- _Information_

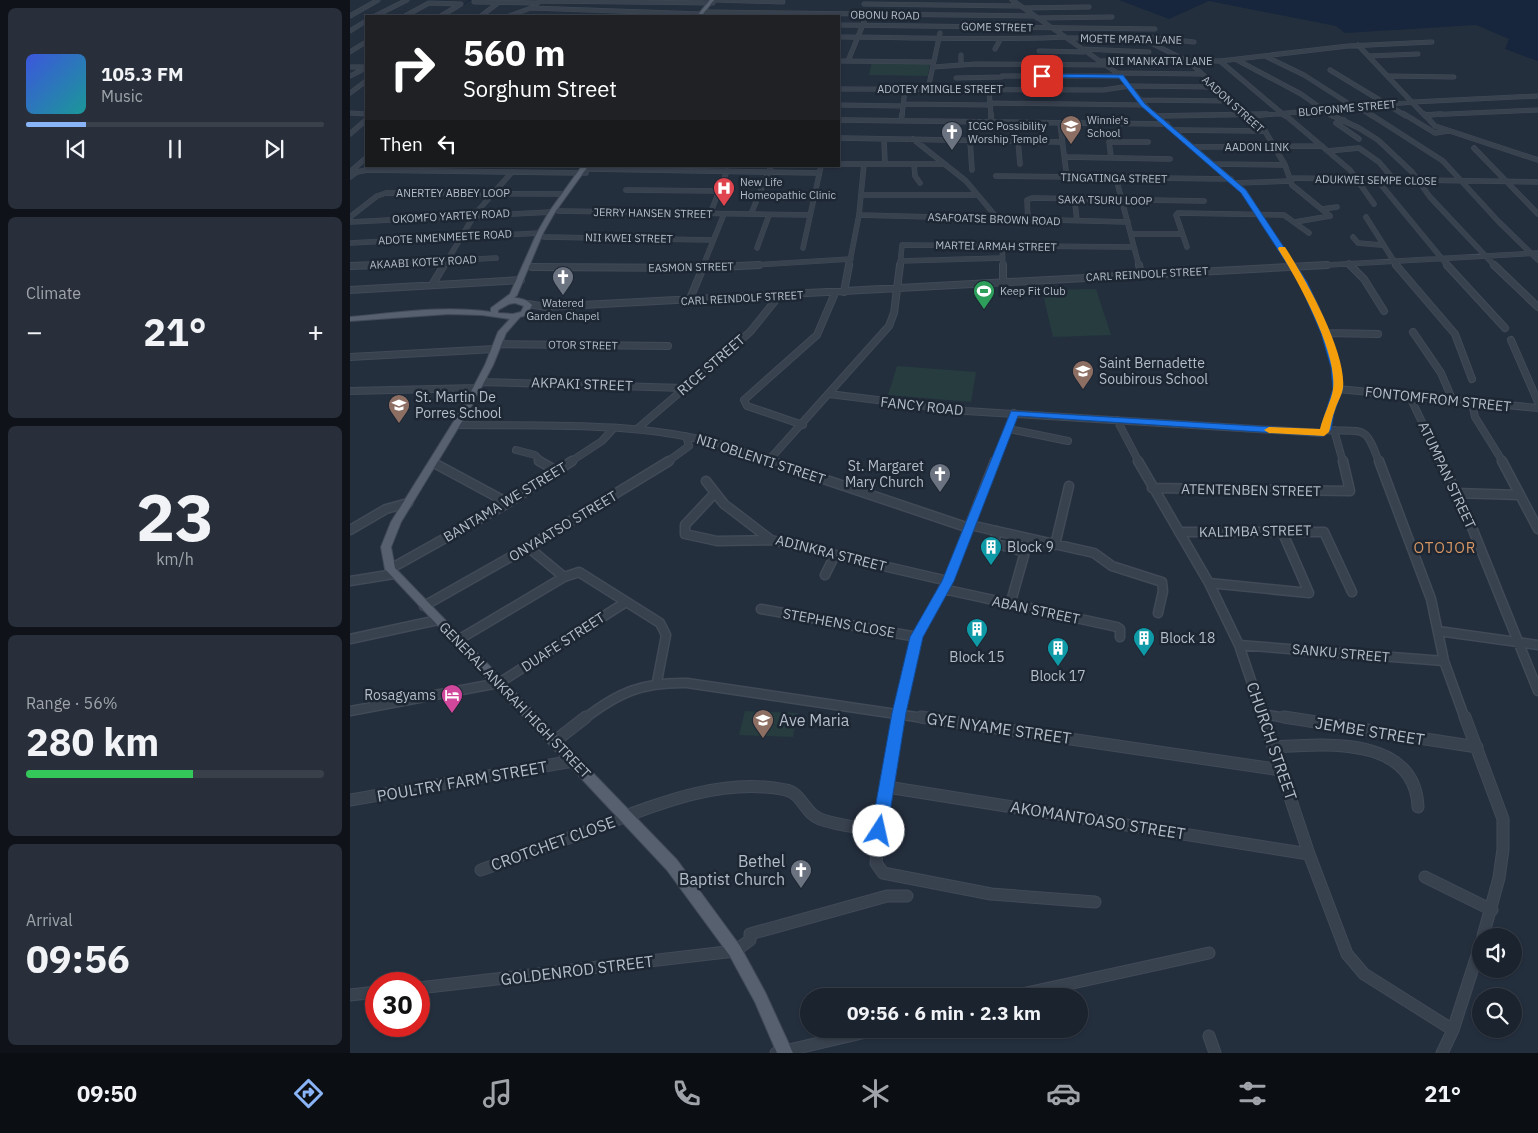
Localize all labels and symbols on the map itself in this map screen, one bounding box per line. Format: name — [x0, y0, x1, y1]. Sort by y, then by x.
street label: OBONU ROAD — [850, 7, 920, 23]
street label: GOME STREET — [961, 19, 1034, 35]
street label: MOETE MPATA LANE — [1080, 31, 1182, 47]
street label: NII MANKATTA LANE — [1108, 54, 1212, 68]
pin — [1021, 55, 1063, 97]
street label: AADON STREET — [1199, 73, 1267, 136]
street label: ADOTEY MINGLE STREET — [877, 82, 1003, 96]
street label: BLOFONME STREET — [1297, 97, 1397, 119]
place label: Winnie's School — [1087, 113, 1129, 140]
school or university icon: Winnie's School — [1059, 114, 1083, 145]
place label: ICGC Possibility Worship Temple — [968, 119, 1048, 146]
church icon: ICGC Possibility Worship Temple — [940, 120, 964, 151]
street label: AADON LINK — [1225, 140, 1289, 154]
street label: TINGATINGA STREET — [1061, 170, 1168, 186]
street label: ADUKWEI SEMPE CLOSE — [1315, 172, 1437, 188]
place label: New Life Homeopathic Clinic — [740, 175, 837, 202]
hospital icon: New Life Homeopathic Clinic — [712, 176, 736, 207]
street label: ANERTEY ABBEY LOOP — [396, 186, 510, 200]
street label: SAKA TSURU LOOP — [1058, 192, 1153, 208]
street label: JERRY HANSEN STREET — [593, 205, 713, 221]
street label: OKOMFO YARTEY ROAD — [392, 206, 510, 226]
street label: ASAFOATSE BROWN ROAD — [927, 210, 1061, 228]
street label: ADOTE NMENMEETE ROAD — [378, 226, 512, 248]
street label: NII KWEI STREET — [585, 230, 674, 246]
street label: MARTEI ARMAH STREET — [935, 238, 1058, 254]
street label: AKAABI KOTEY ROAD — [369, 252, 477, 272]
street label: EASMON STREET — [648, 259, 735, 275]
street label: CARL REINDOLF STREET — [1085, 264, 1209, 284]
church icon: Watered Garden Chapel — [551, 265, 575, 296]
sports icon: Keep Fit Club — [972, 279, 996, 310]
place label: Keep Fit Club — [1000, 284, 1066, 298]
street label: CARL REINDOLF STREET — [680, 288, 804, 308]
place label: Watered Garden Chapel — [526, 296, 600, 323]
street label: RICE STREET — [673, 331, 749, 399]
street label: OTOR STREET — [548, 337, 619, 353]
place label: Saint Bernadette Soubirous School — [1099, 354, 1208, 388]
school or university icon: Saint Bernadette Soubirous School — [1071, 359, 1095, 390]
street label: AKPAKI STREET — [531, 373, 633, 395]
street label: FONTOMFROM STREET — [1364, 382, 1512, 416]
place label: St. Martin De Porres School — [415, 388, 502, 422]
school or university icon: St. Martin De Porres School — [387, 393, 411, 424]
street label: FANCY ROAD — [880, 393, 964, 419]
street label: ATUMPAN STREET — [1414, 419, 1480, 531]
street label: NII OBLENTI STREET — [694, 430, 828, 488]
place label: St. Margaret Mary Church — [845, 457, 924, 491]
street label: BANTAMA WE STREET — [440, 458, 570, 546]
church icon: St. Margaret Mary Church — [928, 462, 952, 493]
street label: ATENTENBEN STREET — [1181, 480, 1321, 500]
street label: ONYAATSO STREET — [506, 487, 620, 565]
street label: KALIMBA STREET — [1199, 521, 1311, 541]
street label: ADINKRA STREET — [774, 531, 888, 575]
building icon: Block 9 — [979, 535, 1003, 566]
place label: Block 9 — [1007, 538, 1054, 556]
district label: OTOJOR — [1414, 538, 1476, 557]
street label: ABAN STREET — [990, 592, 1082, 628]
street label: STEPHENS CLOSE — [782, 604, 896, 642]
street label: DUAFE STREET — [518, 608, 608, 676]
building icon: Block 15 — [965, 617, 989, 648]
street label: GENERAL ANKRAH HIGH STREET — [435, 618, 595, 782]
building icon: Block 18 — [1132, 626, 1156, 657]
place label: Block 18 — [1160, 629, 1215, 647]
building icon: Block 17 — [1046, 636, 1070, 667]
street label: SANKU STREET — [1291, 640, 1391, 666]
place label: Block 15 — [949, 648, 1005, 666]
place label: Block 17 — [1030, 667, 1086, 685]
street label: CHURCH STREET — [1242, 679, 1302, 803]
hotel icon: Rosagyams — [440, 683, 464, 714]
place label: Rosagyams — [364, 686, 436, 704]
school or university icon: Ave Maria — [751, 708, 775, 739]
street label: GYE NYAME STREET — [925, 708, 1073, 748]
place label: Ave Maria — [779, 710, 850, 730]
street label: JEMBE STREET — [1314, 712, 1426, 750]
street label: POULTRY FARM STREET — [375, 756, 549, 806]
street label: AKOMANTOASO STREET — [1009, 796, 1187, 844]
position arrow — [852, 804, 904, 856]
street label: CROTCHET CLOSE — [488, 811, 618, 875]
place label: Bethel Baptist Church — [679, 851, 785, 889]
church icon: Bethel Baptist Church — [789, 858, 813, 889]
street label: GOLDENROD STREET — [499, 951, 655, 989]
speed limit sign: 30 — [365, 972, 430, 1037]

- _Task directions_
Please report every line among the entries that includes "ICGC".

- _Exercise answer_
place label: ICGC Possibility Worship Temple — [968, 119, 1048, 146]
church icon: ICGC Possibility Worship Temple — [940, 120, 964, 151]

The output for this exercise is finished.